在将作为木质纤维素类生物质的稻杆细微粉碎后的物质中，以质量比成为1:10的方式混合2.5％(质量/质量)的硫酸水溶液，在150℃的温度下维持10分钟，进行糖化预处理后，使用氢氧化钠水溶液将pH值调节到5.8，在50℃下干燥一天。然后，将用榔头细微粉碎后的物质作为活性测定的反应底物使用。

活性测定通过以下方式进行：在1.5mL容量的塑料试管中加入80μL的200mM醋酸缓冲液(pH5.5)和100μL悬浊于200mM醋酸缓冲液的4％(质量/体积)玉米秸秆悬浊液，充分混合后，调整到50℃。

接着，添加20μL的野生型或各变异型纤维二糖水解酶水溶液，开始酶反应，并在反应开始经过一小时后，在15,000×g、4℃下进行5分钟离心分离处理。将获得的上清液移至新的1.5mL容量的塑料试管，在95℃下热处理5分钟后，在15,000×g、4℃下进行5分钟离心分离处理。将获得的上清液移至新的1.5mL体积的塑料试管后，用0.2μm(13mm盘式)的过滤器过滤。将0.2mL的滤液移至小瓶(vial)中，进行HPLC测定，对纤维二糖进行检测。使用和光纯药公司制的纤维二糖作为标准物质，进行糖浓度的评价。HPLC测定中使用Waters2695(Waters公司制造)作为分离器(separator)，使用Waters2414(Waters公司制造)作为RI检测器，使用Bio-radHPX-87H(Bio-Rad公司制造)作为分析柱(Column)。使用超纯水作为洗脱剂，并按照以下条件进行测定：流速为0.6mL/分钟；分析柱温度为80℃；检测器温度为40℃。测定结果示于图3。

与野生型(天门冬酰胺(N))相比，所发现的活性有所提高的是丙氨酸(A)、谷氨酰胺(glutamine，Q)及组氨酸(histidine，H)。
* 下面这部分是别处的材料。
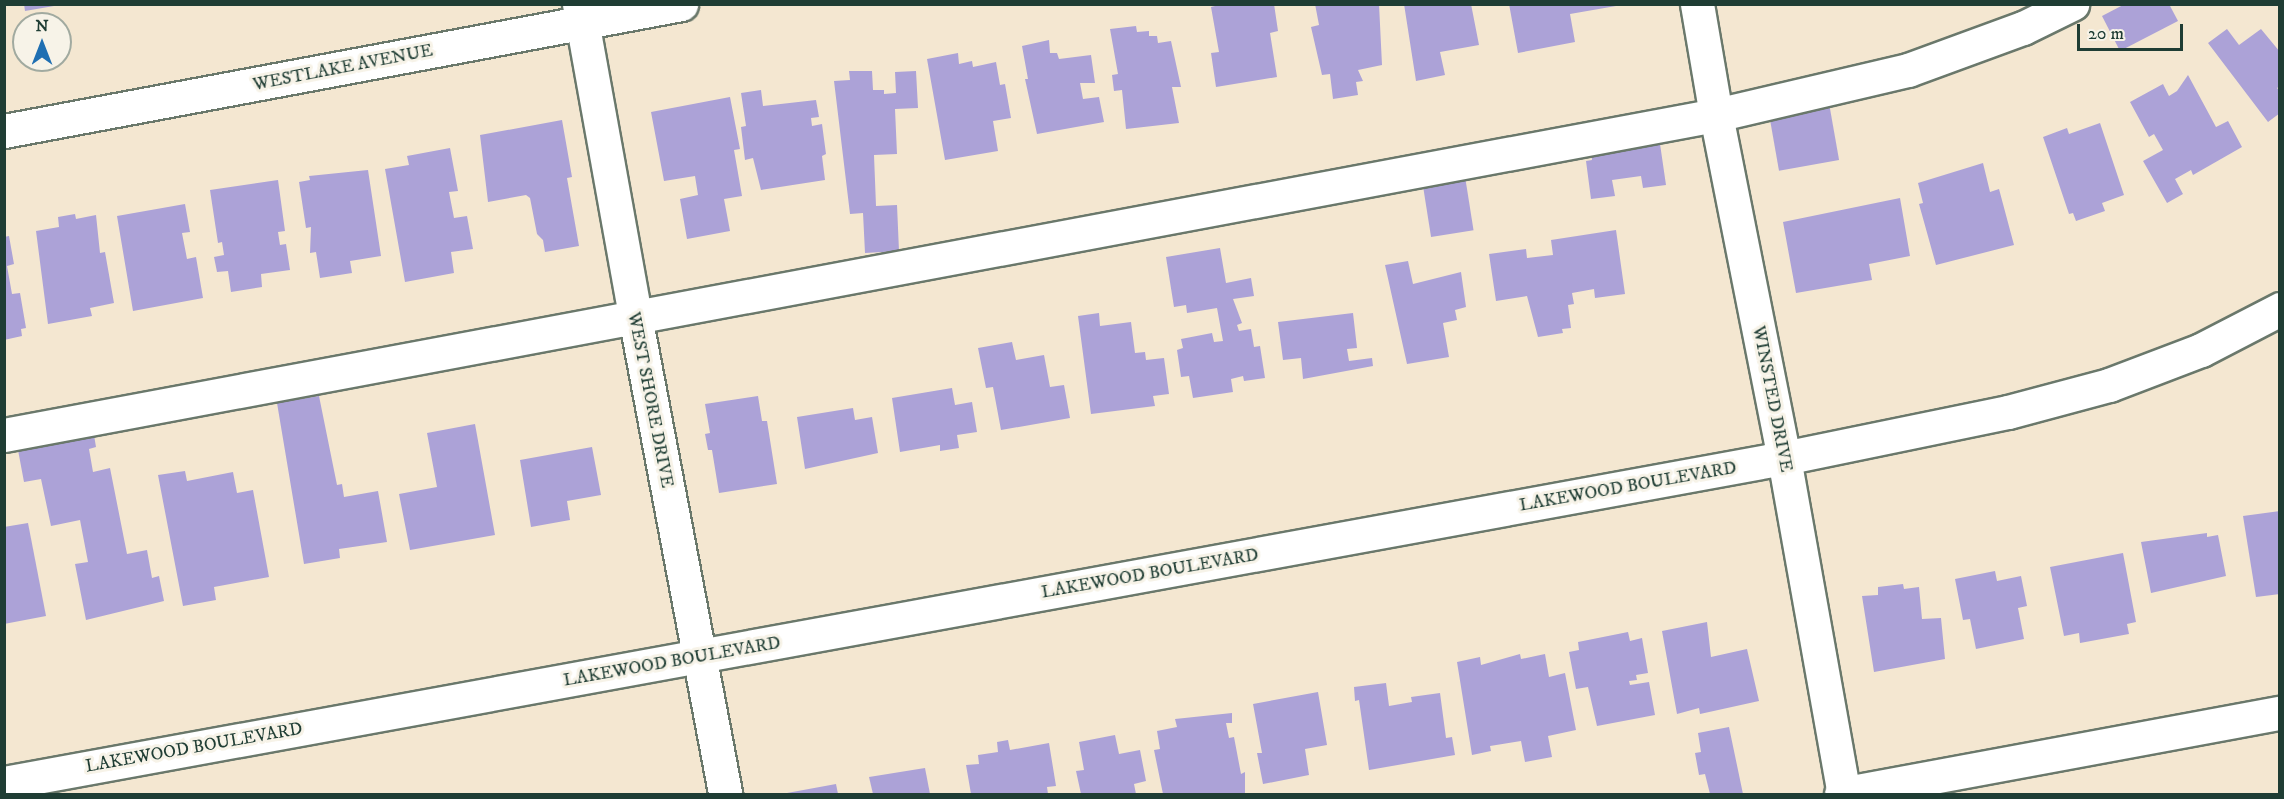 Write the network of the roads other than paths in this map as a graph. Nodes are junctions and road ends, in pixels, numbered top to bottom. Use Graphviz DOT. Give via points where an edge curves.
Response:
graph roads {
  1 [pos="681,4"];
  2 [pos="1697,4"];
  3 [pos="2072,4"];
  4 [pos="581,14"];
  5 [pos="1716,115"];
  6 [pos="4,131"];
  7 [pos="2280,309"];
  8 [pos="634,316"];
  9 [pos="4,435"];
  10 [pos="1784,458"];
  11 [pos="698,657"];
  12 [pos="2280,713"];
  13 [pos="4,783"];
  14 [pos="1843,794"];
  15 [pos="725,795"];
  1 -- 4 [label="street, WESTLAKE AVENUE"];
  2 -- 5 [label="street, WINSTED DRIVE"];
  3 -- 5 [label="street" via="2023,28 1908,69"];
  4 -- 6 [label="street, WESTLAKE AVENUE"];
  4 -- 8 [label="street, WEST SHORE DRIVE"];
  5 -- 8 [label="street"];
  5 -- 10 [label="street, WINSTED DRIVE"];
  7 -- 10 [label="street, LAKEWOOD BOULEVARD" via="2201,350 2109,384 2008,412"];
  8 -- 9 [label="street"];
  8 -- 11 [label="street, WEST SHORE DRIVE"];
  10 -- 11 [label="street, LAKEWOOD BOULEVARD"];
  10 -- 14 [label="street, WINSTED DRIVE"];
  11 -- 13 [label="street, LAKEWOOD BOULEVARD"];
  11 -- 15 [label="street, WEST SHORE DRIVE"];
  12 -- 14 [label="street"];
}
在丙氨酸的情况下，使用玉米秸秆代替底物测定糖化时，与野生型(N)相比具有12倍以上的比活。

而置换为下述各种性质的氨基酸时则没有超过丙氨酸置换所获得的活性提高程度的氨基酸：疏水性氨基酸(色氨酸(tryptophan)(W)、缬氨酸(valine，V))、中性氨基酸(丝氨酸(serine，S)、谷氨酰胺(Q))、酸性氨基酸(谷氨酸(glutamicacid，E))、碱性氨基酸(basicaminoacid)(赖氨酸(K)、组氨酸(H))。

可以推测通过丙氨酸置换而使得活性提高的理由是，隧道结构内的纤维素移动时的空间位阻被消除。除了将第62位的天门冬酰胺置换为丙氨酸之外，所发现的在本发明中提高活性的其他变异、例如通过将第203位的赖氨酸或第289位的精氨酸同时置换为丙氨酸，有望获得具有更高活性的变异体。
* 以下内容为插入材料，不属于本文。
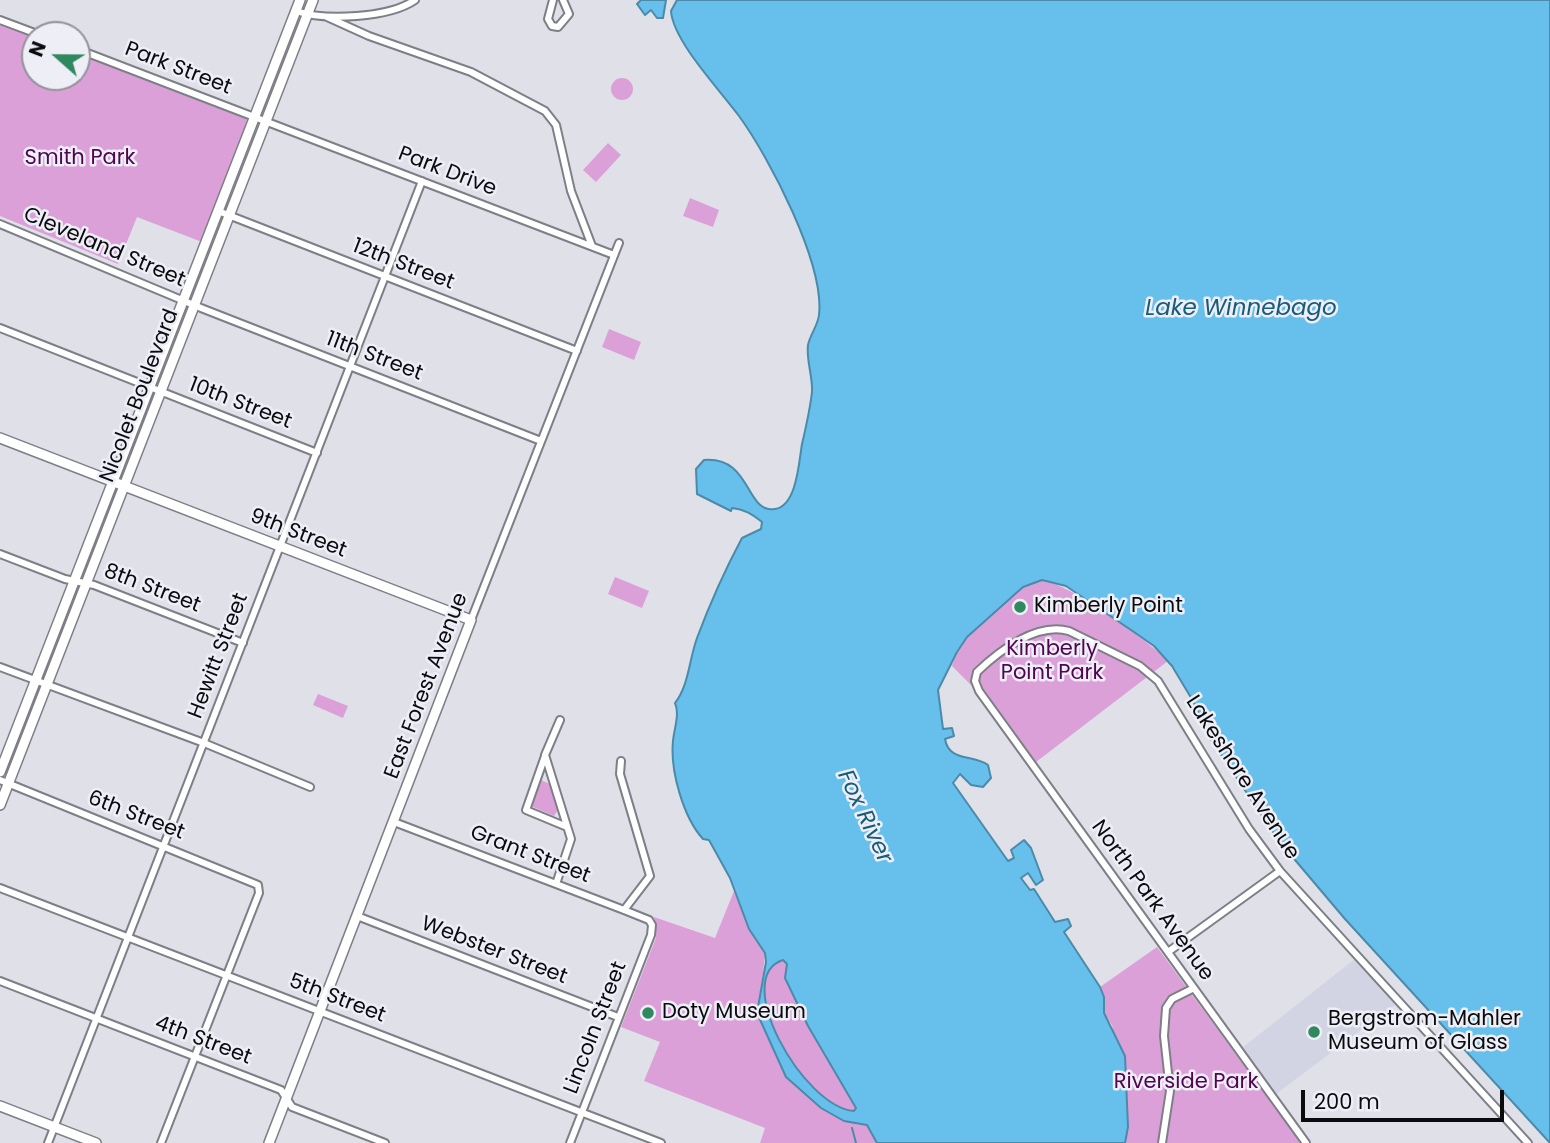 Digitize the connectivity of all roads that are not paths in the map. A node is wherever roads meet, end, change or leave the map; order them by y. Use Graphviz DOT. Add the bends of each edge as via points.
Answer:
graph roads {
  1 [pos="300,0"];
  2 [pos="313,0"];
  3 [pos="415,0"];
  4 [pos="553,0"];
  5 [pos="563,0"];
  6 [pos="296,11"];
  7 [pos="308,15"];
  8 [pos="327,17"];
  9 [pos="0,20"];
  10 [pos="21,28"];
  11 [pos="91,54"];
  12 [pos="255,117"];
  13 [pos="267,121"];
  14 [pos="422,181"];
  15 [pos="218,211"];
  16 [pos="229,216"];
  17 [pos="0,224"];
  18 [pos="619,243"];
  19 [pos="592,246"];
  20 [pos="614,255"];
  21 [pos="385,277"];
  22 [pos="183,299"];
  23 [pos="194,305"];
  24 [pos="0,328"];
  25 [pos="577,351"];
  26 [pos="350,366"];
  27 [pos="149,387"];
  28 [pos="161,392"];
  29 [pos="0,438"];
  30 [pos="541,441"];
  31 [pos="317,453"];
  32 [pos="113,481"];
  33 [pos="125,486"];
  34 [pos="281,546"];
  35 [pos="0,554"];
  36 [pos="74,581"];
  37 [pos="87,584"];
  38 [pos="471,620"];
  39 [pos="243,643"];
  40 [pos="0,667"];
  41 [pos="975,677"];
  42 [pos="36,680"];
  43 [pos="48,684"];
  44 [pos="560,720"];
  45 [pos="204,743"];
  46 [pos="545,755"];
  47 [pos="621,761"];
  48 [pos="0,772"];
  49 [pos="4,782"];
  50 [pos="310,787"];
  51 [pos="0,805"];
  52 [pos="394,821"];
  53 [pos="567,827"];
  54 [pos="164,845"];
  55 [pos="1280,871"];
  56 [pos="556,884"];
  57 [pos="0,888"];
  58 [pos="624,910"];
  59 [pos="357,916"];
  60 [pos="652,925"];
  61 [pos="128,937"];
  62 [pos="1168,952"];
  63 [pos="226,975"];
  64 [pos="0,981"];
  65 [pos="1194,988"];
  66 [pos="320,1012"];
  67 [pos="618,1017"];
  68 [pos="96,1019"];
  69 [pos="195,1057"];
  70 [pos="287,1099"];
  71 [pos="0,1106"];
  72 [pos="582,1112"];
  73 [pos="55,1126"];
  74 [pos="48,1143"];
  75 [pos="96,1143"];
  76 [pos="161,1143"];
  77 [pos="269,1143"];
  78 [pos="385,1143"];
  79 [pos="570,1143"];
  80 [pos="660,1143"];
  81 [pos="1162,1143"];
  82 [pos="1306,1143"];
  83 [pos="1528,1143"];
  1 -- 6 [label="street, Nicolet Boulevard"];
  2 -- 7 [label="street, Nicolet Boulevard"];
  3 -- 8 [label="street" via="393,10"];
  4 -- 5 [label="street" via="548,19 558,27 569,14"];
  6 -- 7 [label="street"];
  6 -- 12 [label="street, Nicolet Boulevard"];
  7 -- 8 [label="street"];
  7 -- 13 [label="street, Nicolet Boulevard"];
  8 -- 19 [label="street" via="471,72 545,111 560,135 571,191"];
  9 -- 10 [label="street"];
  11 -- 12 [label="street, Park Street"];
  12 -- 13 [label="street, Park Street"];
  12 -- 15 [label="street, Nicolet Boulevard"];
  13 -- 14 [label="street, Park Drive"];
  13 -- 16 [label="street, Nicolet Boulevard"];
  14 -- 19 [label="street, Park Drive"];
  14 -- 21 [label="street, Hewitt Street"];
  15 -- 16 [label="street, 12th Street"];
  15 -- 22 [label="street, Nicolet Boulevard"];
  16 -- 21 [label="street, 12th Street"];
  16 -- 23 [label="street, Nicolet Boulevard"];
  17 -- 22 [label="street, Cleveland Street"];
  18 -- 20 [label="street, East Forest Avenue"];
  19 -- 20 [label="street, Park Drive"];
  20 -- 25 [label="street, East Forest Avenue"];
  21 -- 25 [label="street, 12th Street"];
  21 -- 26 [label="street, Hewitt Street"];
  22 -- 23 [label="street, Cleveland Street"];
  22 -- 27 [label="street, Nicolet Boulevard"];
  23 -- 26 [label="street, 11th Street"];
  23 -- 28 [label="street, Nicolet Boulevard"];
  24 -- 27 [label="street, 10th Street"];
  25 -- 30 [label="street, East Forest Avenue"];
  26 -- 30 [label="street, 11th Street"];
  26 -- 31 [label="street, Hewitt Street"];
  27 -- 28 [label="street, 10th Street"];
  27 -- 32 [label="street, Nicolet Boulevard"];
  28 -- 31 [label="street, 10th Street"];
  28 -- 33 [label="street, Nicolet Boulevard"];
  29 -- 32 [label="street, 9th Street"];
  30 -- 38 [label="street, East Forest Avenue"];
  31 -- 34 [label="street, Hewitt Street"];
  32 -- 33 [label="street, 9th Street"];
  32 -- 36 [label="street, Nicolet Boulevard"];
  33 -- 34 [label="street, 9th Street"];
  33 -- 37 [label="street, Nicolet Boulevard"];
  34 -- 38 [label="street, 9th Street"];
  34 -- 39 [label="street, Hewitt Street"];
  35 -- 36 [label="street, 8th Street"];
  36 -- 37 [label="street, 8th Street"];
  36 -- 42 [label="street, Nicolet Boulevard"];
  37 -- 39 [label="street, 8th Street"];
  37 -- 43 [label="street, Nicolet Boulevard"];
  38 -- 52 [label="street, East Forest Avenue"];
  39 -- 45 [label="street, Hewitt Street"];
  40 -- 42 [label="street"];
  41 -- 55 [label="street, Lakeshore Avenue" via="987,663 1027,637 1055,627 1140,666 1158,681"];
  41 -- 62 [label="street, North Park Avenue" via="992,710"];
  42 -- 43 [label="street"];
  42 -- 48 [label="street, Nicolet Boulevard"];
  43 -- 45 [label="street"];
  43 -- 49 [label="street, Nicolet Boulevard"];
  44 -- 46 [label="street"];
  45 -- 50 [label="street"];
  45 -- 54 [label="street, Hewitt Street"];
  46 -- 53 [label="street"];
  46 -- 53 [label="street" via="526,810"];
  47 -- 58 [label="street" via="620,774 650,876"];
  49 -- 51 [label="street, Nicolet Boulevard"];
  49 -- 54 [label="street, 6th Street"];
  52 -- 56 [label="street, Grant Street"];
  52 -- 59 [label="street, East Forest Avenue"];
  53 -- 56 [label="street" via="570,849"];
  54 -- 61 [label="street, Hewitt Street"];
  54 -- 63 [label="street, 6th Street" via="258,885"];
  55 -- 62 [label="street"];
  55 -- 83 [label="street, Lakeshore Avenue"];
  56 -- 58 [label="street, Grant Street"];
  57 -- 61 [label="street, 5th Street"];
  58 -- 60 [label="street, Grant Street"];
  59 -- 66 [label="street, East Forest Avenue"];
  59 -- 67 [label="street, Webster Street"];
  60 -- 67 [label="street, Lincoln Street"];
  61 -- 63 [label="street, 5th Street"];
  61 -- 68 [label="street, Hewitt Street"];
  62 -- 65 [label="street, North Park Avenue"];
  63 -- 66 [label="street, 5th Street"];
  63 -- 69 [label="street"];
  64 -- 68 [label="street, 4th Street"];
  65 -- 81 [label="street" via="1172,999 1166,1008 1170,1091"];
  65 -- 82 [label="street, North Park Avenue"];
  66 -- 70 [label="street, East Forest Avenue"];
  66 -- 72 [label="street, 5th Street"];
  67 -- 72 [label="street, Lincoln Street"];
  68 -- 69 [label="street, 4th Street"];
  68 -- 73 [label="street, Hewitt Street"];
  69 -- 70 [label="street, 4th Street" via="281,1090"];
  69 -- 76 [label="street"];
  70 -- 77 [label="street, East Forest Avenue"];
  70 -- 78 [label="street, 4th Street" via="292,1107"];
  71 -- 73 [label="street"];
  72 -- 79 [label="street, Lincoln Street"];
  72 -- 80 [label="street, 5th Street"];
  73 -- 74 [label="street, Hewitt Street"];
  73 -- 75 [label="street"];
}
如实施例1及实施例2所示，将记载于序列号2的第62位的天门冬酰胺置换为丙氨酸的纤维二糖水解酶变异体与野生型纤维二糖水解酶相比具有较高的活性。

纤维二糖水解酶是被分类于糖苷水解酶(glycosidehydrolases)GH7家族的酶。在属于GH7的酶中，位于隧道结构的氨基酸跨越种类而被很好地保存。实际上，在里氏木霉(Trichodermareesei)、黄孢原毛平革菌(Phanerochaetechrysosporium)中，在对应于序列号1的第62位的位置的氨基酸为天门冬酰胺。所以，不仅是由序列号1所示的纤维二糖水解酶，通过将在同源的氨基酸序列中处于该位置的天门冬酰胺置换为丙氨酸，也有望获得提高了活性的酶。

另外，隧道结构是跨越种类而被保存，因此通过同时导入所报道的纤维二糖水解酶活性得到提高的其他氨基酸变异，能够期待活性的进一步提高。